Krematorien verlangen nach einem Spagat. Einerseits sollen sie vertraut und geborgen wirken, will man die Trauernden doch nicht mit zu viel Formfreude brüskieren. Doch in einem nüchtern-funktionalen Bau möchte sich niemand von einem Angehörigen verabschieden. Gefragt ist also sakrales Fingerspitzengefühl. Wer auf Nummer sicher gehen will, greift darum wie Markus Schietsch auf bekanntes Vokabular zurück. Drei weitere der acht prämierten Projekte tun es ihm gleich, wenn auch weniger gekonnt. Das spanische Büro Barozzi/Veiga auf dem vierten Rang schlägt einen von Säulen gerahmten Baukörper vor. Doch die Architekten vertrauen der Idee des Tempels zu wenig und entwerfen im Inneren eine dunkle Gegenwelt, die überinszeniert wirkt.
Mit klassischen Elementen der Architektur arbeiten auch Felgendreher Olfs Köchling aus Berlin. Ihr hyperreduzierter Bau, den eine Arkade fasst und ein Tonnengewölbe überdacht, vermittelt gekonnt zwischen Bescheidenheit und Poesie. Leider unterlaufen den Verfassern funktionale Mängel, über die die Jury nicht hinwegsehen konnte. Die vielen Eingänge verwirren, und der direkte Zugang von außen zu den Aufbahrungskapellen stört den Betrieb. Das Resultat ist ein Ankauf.

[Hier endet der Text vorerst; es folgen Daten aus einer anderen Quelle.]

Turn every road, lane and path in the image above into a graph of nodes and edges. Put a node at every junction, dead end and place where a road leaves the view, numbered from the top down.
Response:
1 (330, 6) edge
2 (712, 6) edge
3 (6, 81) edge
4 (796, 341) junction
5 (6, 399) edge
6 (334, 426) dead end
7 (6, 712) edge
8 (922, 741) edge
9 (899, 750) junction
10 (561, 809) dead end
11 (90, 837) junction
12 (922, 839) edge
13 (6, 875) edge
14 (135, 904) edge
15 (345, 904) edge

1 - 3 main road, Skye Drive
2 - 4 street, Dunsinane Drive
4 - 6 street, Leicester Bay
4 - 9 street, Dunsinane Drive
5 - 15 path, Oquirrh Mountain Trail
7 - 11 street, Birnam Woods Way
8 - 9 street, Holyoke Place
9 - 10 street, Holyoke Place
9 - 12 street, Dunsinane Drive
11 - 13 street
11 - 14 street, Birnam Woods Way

Das Büro Bube aus Rotterdam konzentriert die Anlage ebenfalls in einem quadratischen Volumen, dessen Backsteinfassade aber nicht auf Tempel macht, sondern sich skulptural auffächert und auf diese Weise geschickt Funktionen wie den Kamin integriert. Allerdings weist der Grundriss Mängel auf, welche die Jury mit „labyrinthisch“ umschreibt, und die Ankunft neben Parkplatz und Werkhof fällt gar nüchtern aus.

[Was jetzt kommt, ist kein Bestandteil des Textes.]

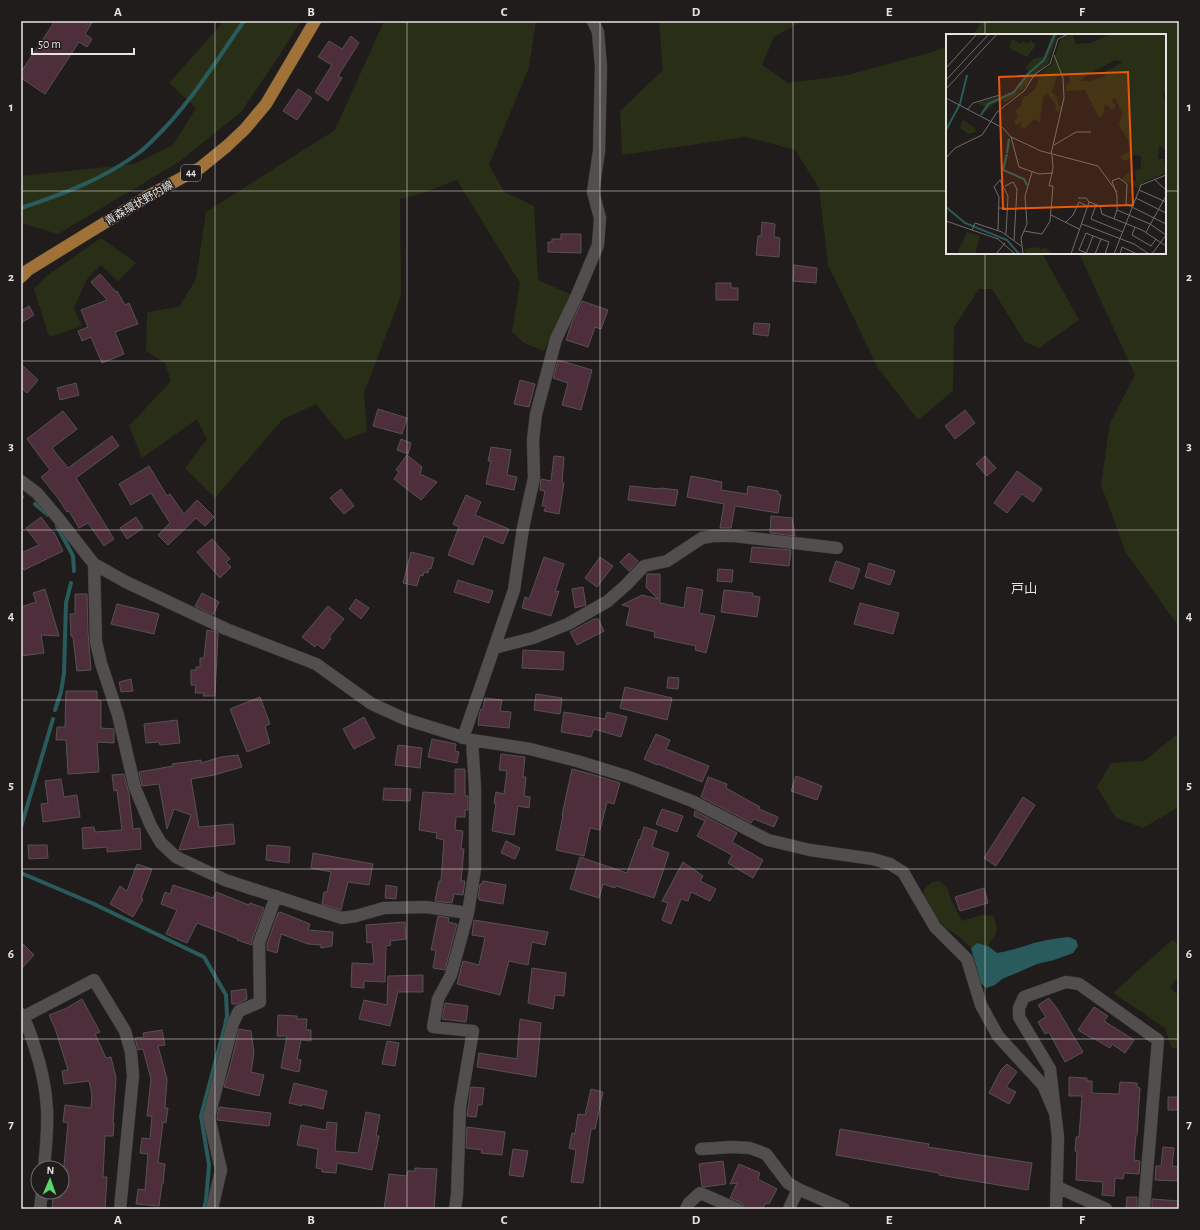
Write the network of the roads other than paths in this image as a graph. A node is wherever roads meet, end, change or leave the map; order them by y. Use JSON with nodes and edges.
{"nodes":[{"id":1,"x":315,"y":21,"type":"edge"},
{"id":2,"x":593,"y":21,"type":"edge"},
{"id":3,"x":21,"y":277,"type":"edge"},
{"id":4,"x":21,"y":481,"type":"edge"},
{"id":5,"x":837,"y":548,"type":"dead end"},
{"id":6,"x":94,"y":564,"type":"junction"},
{"id":7,"x":494,"y":648,"type":"junction"},
{"id":8,"x":467,"y":739,"type":"junction"},
{"id":9,"x":276,"y":896,"type":"junction"},
{"id":10,"x":468,"y":913,"type":"junction"},
{"id":11,"x":22,"y":1015,"type":"edge"},
{"id":12,"x":1055,"y":1113,"type":"junction"},
{"id":13,"x":701,"y":1149,"type":"dead end"},
{"id":14,"x":45,"y":1160,"type":"edge"},
{"id":15,"x":1057,"y":1187,"type":"junction"},
{"id":16,"x":798,"y":1188,"type":"junction"},
{"id":17,"x":120,"y":1209,"type":"edge"},
{"id":18,"x":212,"y":1209,"type":"edge"},
{"id":19,"x":455,"y":1209,"type":"edge"},
{"id":20,"x":686,"y":1209,"type":"edge"},
{"id":21,"x":737,"y":1209,"type":"edge"},
{"id":22,"x":789,"y":1209,"type":"edge"},
{"id":23,"x":844,"y":1209,"type":"edge"},
{"id":24,"x":1056,"y":1209,"type":"edge"},
{"id":25,"x":1106,"y":1209,"type":"edge"},
{"id":26,"x":1144,"y":1209,"type":"edge"}],
"edges":[{"from":1,"to":3,"type":"main road","name":"青森環状野内線","number":"44"},
{"from":2,"to":7,"type":"street"},
{"from":4,"to":6,"type":"street"},
{"from":5,"to":7,"type":"street"},
{"from":6,"to":8,"type":"street"},
{"from":6,"to":9,"type":"street"},
{"from":7,"to":8,"type":"street"},
{"from":8,"to":10,"type":"street"},
{"from":8,"to":12,"type":"street"},
{"from":9,"to":10,"type":"street"},
{"from":9,"to":18,"type":"street"},
{"from":10,"to":19,"type":"street"},
{"from":11,"to":14,"type":"street"},
{"from":11,"to":17,"type":"street"},
{"from":12,"to":15,"type":"street"},
{"from":12,"to":26,"type":"street"},
{"from":13,"to":16,"type":"street"},
{"from":15,"to":24,"type":"street"},
{"from":15,"to":25,"type":"street"},
{"from":16,"to":22,"type":"street"},
{"from":16,"to":23,"type":"street"},
{"from":20,"to":21,"type":"street"}]}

Überhaupt verdeutlicht das Projekt ein Problem, das vielen herkömmlichen Lösungsansätzen gemein ist: Sie könnten irgendwo stehen. Stärker auf den Ort bezogen sind die Arbeiten, die bekannte Bilder meiden und etwas Neues wagen. Mauro Turin Architectes aus Lausanne werfen die Konventionen völlig über den Haufen. Sie bauen kein Gebäude, sondern eine Brücke, die eine künstliche Leerstelle überragt. Ein poetisches Symbol für die Verbindung zwischen Leben und Tod. Doch Aufwand und räumlicher Ertrag stimmen nicht überein, zumal das Konzept die betrieblichen Anforderungen „komplett ausblendet“, so die Jury, die das Projekt mit einem Ankauf würdigte.
Übers Ziel hinaus schießen auch Aviolat Chaperon Escobar Architectes aus Fribourg. Sie lassen das Krematorium – in Anlehnung an die Berge ringsum – als steinerne Skulptur aus dem Boden ragen. Das führt zu überraschenden Innenräumen, die schräg zum Zenitallicht hochragen. Die Anlage wirkt allerdings zu monumental. Sie erinnert eher an ein Mausoleum oder – wie die Jury meint – an einen Bunker denn an eine Aufbahrungshalle.
Gibt es also keinen goldenen Mittelweg? Doch. Zwei Teilnehmer arbeiten weder mit der Sicherheitsleine der Tradition noch mit tollkühnen Experimenten, sondern ganz nah dran an der Aufgabe und aus dem Kontext heraus. Ihr Ausgangspunkt ist die Friedhofsmauer. Das Architekten-Kollektiv aus Winterthur entwirft eine vier Meter hohe Sichtbacksteinwand, die den Übergang zum angrenzenden Wohnviertel markiert. Der Werkhof, der sich dazwischenschiebt, widerspricht diesem Gedanken jedoch.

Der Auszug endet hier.